平成20年7月号
「コバケン」が指揮するクラシックを聴くと、髪の毛を振り乱して、ブルブル云っているのが伝わってくるので、私の身体にそのブルブル波動が進入し、邪気が一掃された気になる。
指揮者「コバケン」が会社経営をしていたら、スタッフを育てるのが上手いんだろうなと思い、小うるさい自分を持て余すことがある。

止みそうもない雨、武蔵小山アーケード商店街に行こうかと思いながら、山極寿一『暴力はどこからきたか』を読み始めたら、電話にも出ない。
初期人類は森林から草原へ、直立二足歩行は長距離をゆっくり歩くことに適している。
骨盤は上半身の重みを支えられるように形をかえ、産道のおおきさにあった頭が小さい子どもを生み、母親だけでは未発達な新生児を育てることができなくなり、家族という共同体は、食を分かち合うによって結束力が強化された。

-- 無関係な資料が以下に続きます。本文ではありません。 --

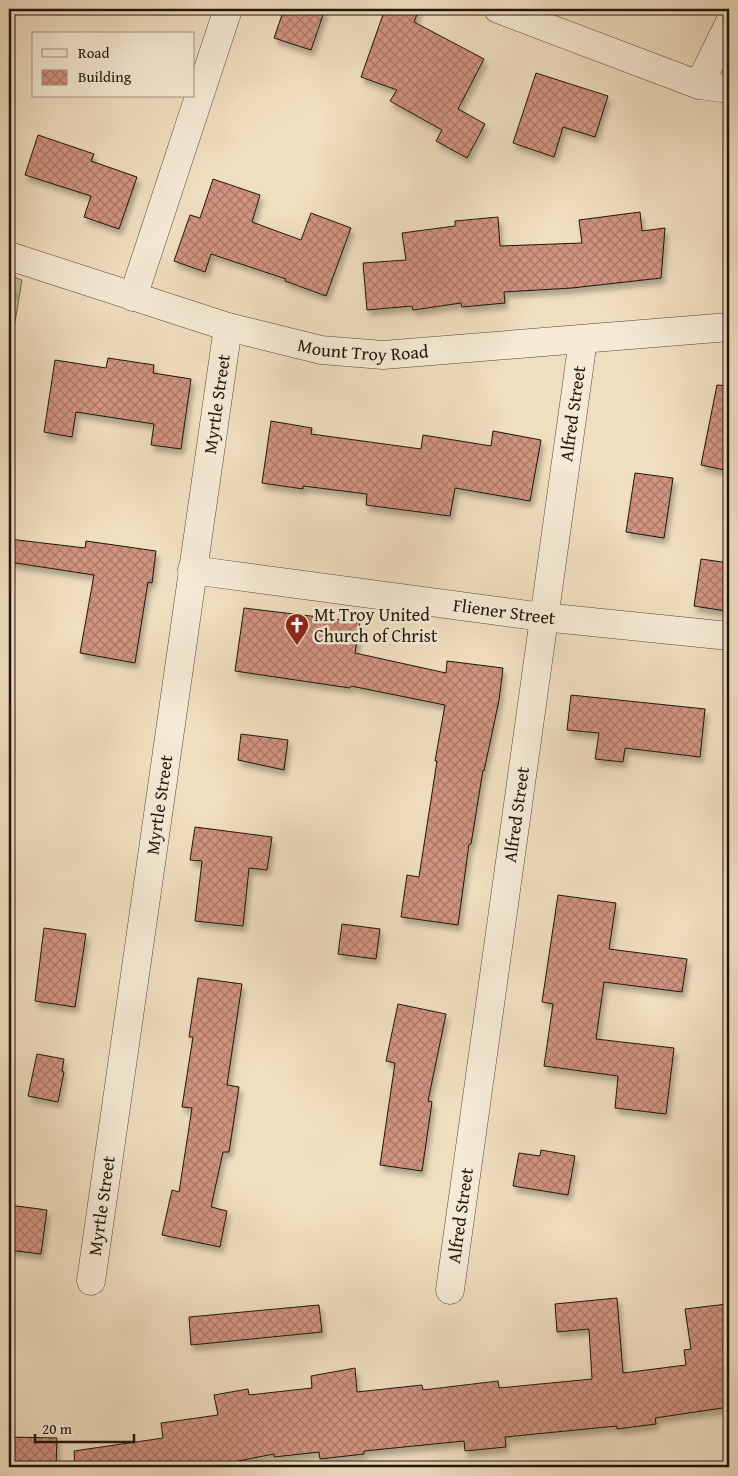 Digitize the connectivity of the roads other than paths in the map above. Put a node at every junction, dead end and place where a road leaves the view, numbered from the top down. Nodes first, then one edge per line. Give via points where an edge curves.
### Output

言語の出現は、そこにない出来事を伝える機能があり、バーチャルな共同体を作り出し、国家や民族という幻想の共同体が人々の心に宿るようになる。
狩猟採取から農耕へ、土地の所有が人々に境界をつくり、集団間の戦争へ発展する素地をつくった。
人類のアイデンティティに共通の特徴として、自分の系譜をたどり共同体の規模を拡大していくこと。
それが民族の理念として利用され、支配者たちによって戦争へと駆り立てられるのだと。

母親の愛犬は休日でも朝早くから吠え叫び、「いいんですよ、みんなの番犬ですから」とお世辞を言われ、近所の子供のバイオリンがキコリのようにギコギコした音色が聴こえて、「これからが楽しみですね」。
これが町内の共同体というもの。